Write out each entry below exactly. Do not include the images.

LISTED ENTRIES START

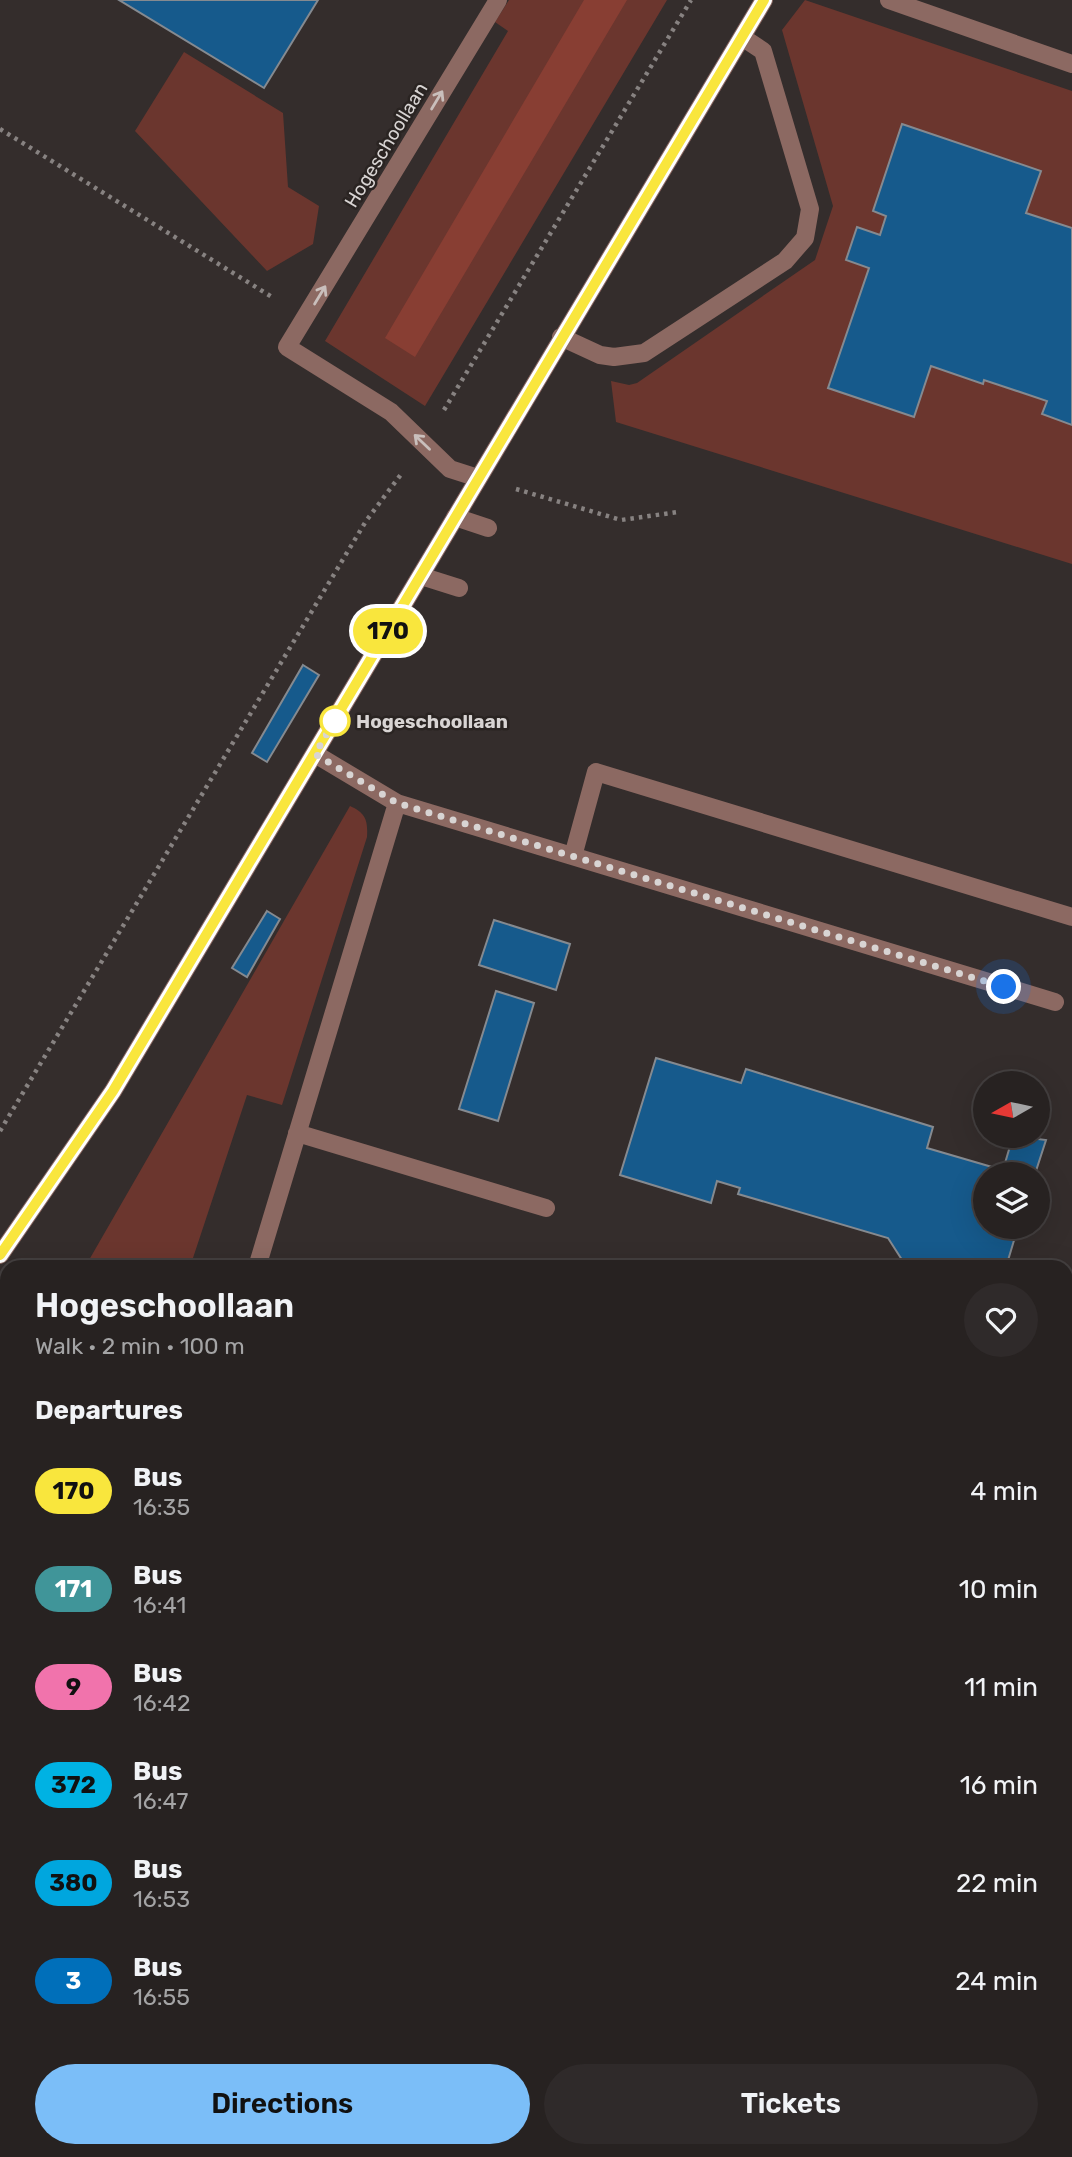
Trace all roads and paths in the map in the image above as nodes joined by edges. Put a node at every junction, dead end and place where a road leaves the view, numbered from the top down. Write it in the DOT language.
graph roads {
  1 [pos="498,0"];
  2 [pos="691,0"];
  3 [pos="764,0"];
  4 [pos="889,0"];
  5 [pos="742,37"];
  6 [pos="1072,64"];
  7 [pos="0,129"];
  8 [pos="298,331"];
  9 [pos="561,337"];
  10 [pos="423,444"];
  11 [pos="478,478"];
  12 [pos="678,512"];
  13 [pos="455,517"];
  14 [pos="488,528"];
  15 [pos="421,576"];
  16 [pos="459,588"];
  17 [pos="315,754"];
  18 [pos="397,803"];
  19 [pos="573,856"];
  20 [pos="1072,917"];
  21 [pos="1055,1002"];
  22 [pos="0,1131"];
  23 [pos="297,1133"];
  24 [pos="546,1209"];
  25 [pos="0,1255"];
  26 [pos="259,1260"];
  8 -- 1 [label="street, Hogeschoollaan, one-way"];
  2 -- 10 [label="path"];
  3 -- 5 [label="street"];
  4 -- 6 [label="street"];
  5 -- 9 [label="street"];
  5 -- 9 [label="street"];
  7 -- 8 [label="path"];
  10 -- 8 [label="street, one-way"];
  9 -- 11 [label="street"];
  10 -- 11 [label="street"];
  10 -- 22 [label="path"];
  11 -- 12 [label="path"];
  11 -- 13 [label="street"];
  13 -- 14 [label="street"];
  13 -- 15 [label="street"];
  15 -- 16 [label="street"];
  15 -- 17 [label="street"];
  17 -- 18 [label="street"];
  17 -- 25 [label="street"];
  18 -- 19 [label="street"];
  18 -- 23 [label="street"];
  19 -- 20 [label="street"];
  19 -- 21 [label="street"];
  23 -- 24 [label="street"];
  23 -- 26 [label="street"];
}
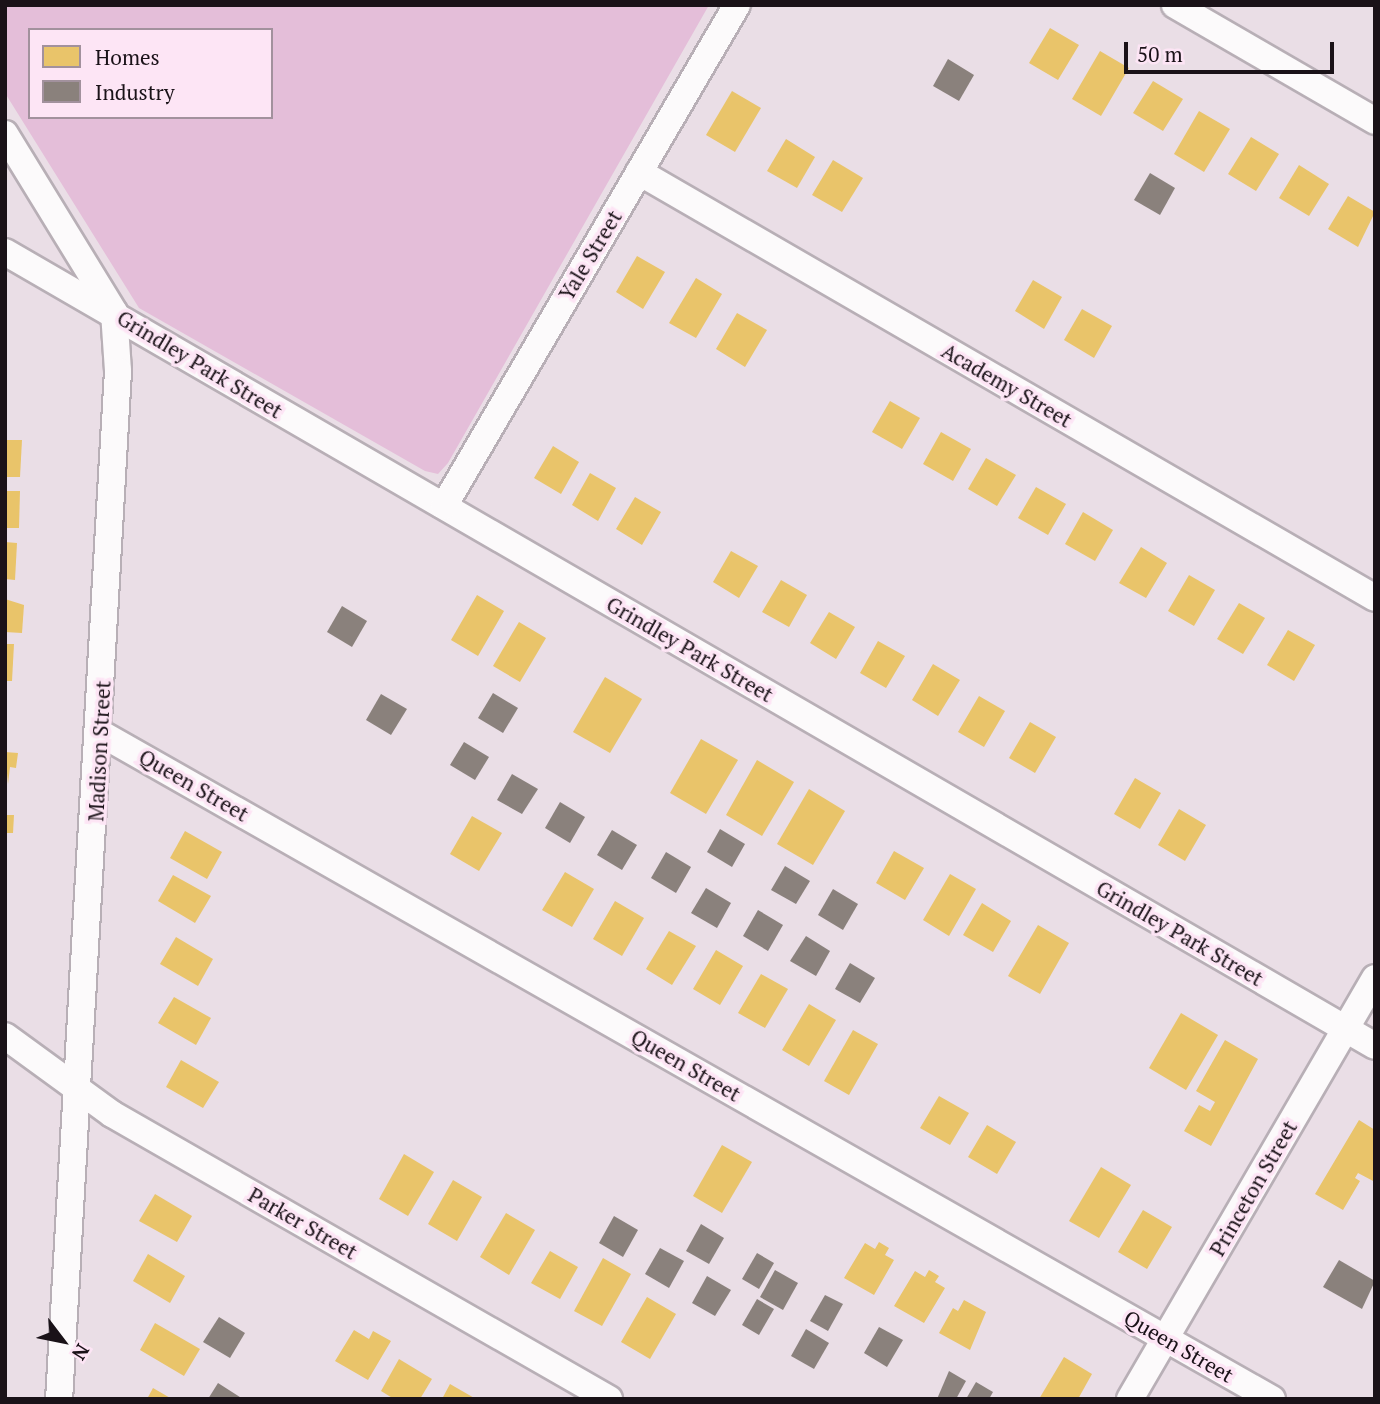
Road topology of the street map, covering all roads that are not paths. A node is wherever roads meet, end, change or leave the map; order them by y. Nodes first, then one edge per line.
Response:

LISTED ENTRIES END

▶ **SOLUTION**
Trace all roads and paths in the map in the image above as nodes joined by edges. Put a node at every junction, dead end and place where a road leaves the view, numbered from the top down. Write it in the DOT language.
graph roads {
  1 [pos="498,0"];
  2 [pos="691,0"];
  3 [pos="764,0"];
  4 [pos="889,0"];
  5 [pos="742,37"];
  6 [pos="1072,64"];
  7 [pos="0,129"];
  8 [pos="298,331"];
  9 [pos="561,337"];
  10 [pos="423,444"];
  11 [pos="478,478"];
  12 [pos="678,512"];
  13 [pos="455,517"];
  14 [pos="488,528"];
  15 [pos="421,576"];
  16 [pos="459,588"];
  17 [pos="315,754"];
  18 [pos="397,803"];
  19 [pos="573,856"];
  20 [pos="1072,917"];
  21 [pos="1055,1002"];
  22 [pos="0,1131"];
  23 [pos="297,1133"];
  24 [pos="546,1209"];
  25 [pos="0,1255"];
  26 [pos="259,1260"];
  8 -- 1 [label="street, Hogeschoollaan, one-way"];
  2 -- 10 [label="path"];
  3 -- 5 [label="street"];
  4 -- 6 [label="street"];
  5 -- 9 [label="street"];
  5 -- 9 [label="street"];
  7 -- 8 [label="path"];
  10 -- 8 [label="street, one-way"];
  9 -- 11 [label="street"];
  10 -- 11 [label="street"];
  10 -- 22 [label="path"];
  11 -- 12 [label="path"];
  11 -- 13 [label="street"];
  13 -- 14 [label="street"];
  13 -- 15 [label="street"];
  15 -- 16 [label="street"];
  15 -- 17 [label="street"];
  17 -- 18 [label="street"];
  17 -- 25 [label="street"];
  18 -- 19 [label="street"];
  18 -- 23 [label="street"];
  19 -- 20 [label="street"];
  19 -- 21 [label="street"];
  23 -- 24 [label="street"];
  23 -- 26 [label="street"];
}
Road topology of the street map, covering all roads that are not paths. A node is wherever roads meet, end, change or leave the map; order them by y. Nodes first, then one edge per line.
Response:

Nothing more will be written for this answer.